On the occasion I actually find a work of fiction I want to read, it becomes apparent that reading said book requires that I omit something else from my schedule. :-o

While I realize this is an obvious fact for most, for right-brain thinkers it is a total and complete revelation; because — although this fact has been obvious at some point (and probably countless times!) for me — it remains a foreign concept. ;-) (Think: Every day is a new day!
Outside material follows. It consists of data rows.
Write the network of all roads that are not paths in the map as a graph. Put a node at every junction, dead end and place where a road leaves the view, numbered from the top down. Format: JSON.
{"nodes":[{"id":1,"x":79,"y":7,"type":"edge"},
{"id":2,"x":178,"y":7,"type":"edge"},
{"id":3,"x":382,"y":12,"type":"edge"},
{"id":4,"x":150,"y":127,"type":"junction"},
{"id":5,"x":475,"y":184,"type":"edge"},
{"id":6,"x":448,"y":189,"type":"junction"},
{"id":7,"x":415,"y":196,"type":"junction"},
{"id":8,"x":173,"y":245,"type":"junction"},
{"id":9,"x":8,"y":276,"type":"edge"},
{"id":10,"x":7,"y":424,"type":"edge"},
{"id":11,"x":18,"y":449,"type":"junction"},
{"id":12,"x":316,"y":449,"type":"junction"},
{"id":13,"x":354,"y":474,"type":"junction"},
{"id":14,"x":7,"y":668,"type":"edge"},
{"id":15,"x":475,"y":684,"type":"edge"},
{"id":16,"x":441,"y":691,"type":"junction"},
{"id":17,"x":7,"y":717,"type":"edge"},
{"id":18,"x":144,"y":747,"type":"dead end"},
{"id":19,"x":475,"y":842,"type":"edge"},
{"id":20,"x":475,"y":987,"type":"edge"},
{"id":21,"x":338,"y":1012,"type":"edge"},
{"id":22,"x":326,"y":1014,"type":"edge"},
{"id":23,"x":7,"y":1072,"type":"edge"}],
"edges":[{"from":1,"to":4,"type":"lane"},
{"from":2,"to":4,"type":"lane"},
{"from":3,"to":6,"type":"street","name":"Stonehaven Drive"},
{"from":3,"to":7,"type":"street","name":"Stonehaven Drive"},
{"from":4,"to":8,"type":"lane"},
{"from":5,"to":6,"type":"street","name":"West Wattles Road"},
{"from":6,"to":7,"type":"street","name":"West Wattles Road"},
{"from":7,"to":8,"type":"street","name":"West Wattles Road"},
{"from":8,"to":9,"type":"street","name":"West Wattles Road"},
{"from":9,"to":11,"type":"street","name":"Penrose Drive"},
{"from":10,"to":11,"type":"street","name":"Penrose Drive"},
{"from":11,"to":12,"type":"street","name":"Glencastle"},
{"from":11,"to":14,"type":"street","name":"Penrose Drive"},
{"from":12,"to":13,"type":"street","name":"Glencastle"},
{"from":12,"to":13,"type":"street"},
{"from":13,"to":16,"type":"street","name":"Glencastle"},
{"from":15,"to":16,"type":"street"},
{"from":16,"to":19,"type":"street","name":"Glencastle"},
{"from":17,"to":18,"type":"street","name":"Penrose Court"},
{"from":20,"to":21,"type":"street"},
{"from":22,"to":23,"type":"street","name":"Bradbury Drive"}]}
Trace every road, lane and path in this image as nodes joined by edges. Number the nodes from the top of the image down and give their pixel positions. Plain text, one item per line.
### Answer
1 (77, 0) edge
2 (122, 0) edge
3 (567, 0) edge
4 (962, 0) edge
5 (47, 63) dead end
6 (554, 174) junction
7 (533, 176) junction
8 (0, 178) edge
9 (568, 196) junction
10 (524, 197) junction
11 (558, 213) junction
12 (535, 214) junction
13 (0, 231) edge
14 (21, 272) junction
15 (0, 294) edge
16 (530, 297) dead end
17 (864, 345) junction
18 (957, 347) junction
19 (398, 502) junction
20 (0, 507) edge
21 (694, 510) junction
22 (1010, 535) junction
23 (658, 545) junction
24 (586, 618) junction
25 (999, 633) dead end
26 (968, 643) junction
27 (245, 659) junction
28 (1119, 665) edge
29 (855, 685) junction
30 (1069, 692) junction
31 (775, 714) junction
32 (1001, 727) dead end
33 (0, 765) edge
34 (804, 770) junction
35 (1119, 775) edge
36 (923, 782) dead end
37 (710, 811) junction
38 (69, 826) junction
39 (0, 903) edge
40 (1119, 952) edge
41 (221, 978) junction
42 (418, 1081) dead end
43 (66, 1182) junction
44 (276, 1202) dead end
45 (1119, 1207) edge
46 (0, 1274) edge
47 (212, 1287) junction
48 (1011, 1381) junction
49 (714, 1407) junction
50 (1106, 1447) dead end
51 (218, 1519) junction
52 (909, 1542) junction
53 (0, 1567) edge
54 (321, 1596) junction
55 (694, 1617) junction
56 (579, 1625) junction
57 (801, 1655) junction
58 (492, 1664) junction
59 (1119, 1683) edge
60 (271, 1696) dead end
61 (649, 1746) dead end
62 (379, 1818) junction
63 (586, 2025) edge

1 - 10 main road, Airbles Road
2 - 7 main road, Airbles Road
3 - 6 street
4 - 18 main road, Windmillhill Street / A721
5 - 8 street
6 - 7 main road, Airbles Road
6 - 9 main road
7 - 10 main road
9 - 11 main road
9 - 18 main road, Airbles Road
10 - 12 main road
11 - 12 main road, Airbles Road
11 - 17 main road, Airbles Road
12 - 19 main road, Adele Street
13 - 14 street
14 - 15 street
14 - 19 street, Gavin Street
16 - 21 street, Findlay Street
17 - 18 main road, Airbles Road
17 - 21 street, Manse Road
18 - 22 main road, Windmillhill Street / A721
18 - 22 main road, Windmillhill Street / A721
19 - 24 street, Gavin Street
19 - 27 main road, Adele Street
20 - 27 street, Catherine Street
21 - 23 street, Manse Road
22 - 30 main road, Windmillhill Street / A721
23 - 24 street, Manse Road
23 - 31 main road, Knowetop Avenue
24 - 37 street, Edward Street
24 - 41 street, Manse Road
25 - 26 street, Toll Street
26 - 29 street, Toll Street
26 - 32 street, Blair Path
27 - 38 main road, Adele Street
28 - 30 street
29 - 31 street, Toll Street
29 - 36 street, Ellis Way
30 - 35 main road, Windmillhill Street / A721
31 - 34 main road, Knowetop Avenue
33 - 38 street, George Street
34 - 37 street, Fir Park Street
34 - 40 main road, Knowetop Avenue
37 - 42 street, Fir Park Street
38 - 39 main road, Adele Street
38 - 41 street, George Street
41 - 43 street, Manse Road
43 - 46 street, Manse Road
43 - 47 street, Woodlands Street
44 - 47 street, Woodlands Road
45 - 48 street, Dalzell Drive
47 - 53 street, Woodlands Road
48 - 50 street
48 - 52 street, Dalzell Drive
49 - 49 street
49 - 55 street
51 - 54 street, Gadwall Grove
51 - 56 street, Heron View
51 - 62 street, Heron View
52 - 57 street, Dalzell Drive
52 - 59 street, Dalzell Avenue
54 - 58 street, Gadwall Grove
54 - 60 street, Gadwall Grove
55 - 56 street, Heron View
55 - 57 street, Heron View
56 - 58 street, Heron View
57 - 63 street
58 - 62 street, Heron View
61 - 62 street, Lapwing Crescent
I have slept since said revelation … Ala Fifty First Dates sorta thang.)

Which brings me to today (and reading books) … Oddly enough, I continue to stand by my standard that I do not like routine (schedules, same ‘ol, same ‘ol) . However … once I establish such a sequencing of events — Life rocks! :-D

I rock! ;-)

I literally dance (to the music in head) through the hours of my days; I read books, take walks, watch movies, exercise, enjoy my hobbies and special times my family and friends, work and academic projects are accomplished — I leap tall buildings … Well, maybe not that one. ;-)

So-o, back to routines, reminder lists and … a schedule (blocks in a box) — enveloped in Grace.

During my 2-mile-walk this morning (even as I talked/listened to DH — see, I told you I am right-brain dominant! ;-) ) I remembered (again!) that summer-time is my greatest challenge when it comes to a routine. Basically because I just want to dig in the dirt, play in my gardens and … well, be a gardener. Only a gardener!

  • Note to self: Facing reality … That is a start in the direction I want to go. ;-)

I also remembered a book I want to finish reading, one that I want to start reading, that I need to set up a watering schedule for my gardens, that my PowerPoint presentation needs to finished this week (maybe next week??? :p ), that I need to set a meeting with a client and follow-up with another one, that bills have to be paid tomorrow and that I need to sign up for a workshop that is next week … Um, that lists are my friend.

I remembered that I don’t think I have time to blog but in the end — when I blog — it clears my mind of all this rubbish and puts oil on my ever-so squeaky wheels. It gives me words to how I am feeling, thus blocks on which to build (and junk to discard).

And … The reason I adore the image above is because another thing I enjoy — when I honor a gentle routine — is being a Nana to my friends’ little ones! We read-aloud wonderful books I haven’t read in years (because my “babies” are adults now!) and I even have the blessin’ of teaching them in a Charlotte Mason-style class!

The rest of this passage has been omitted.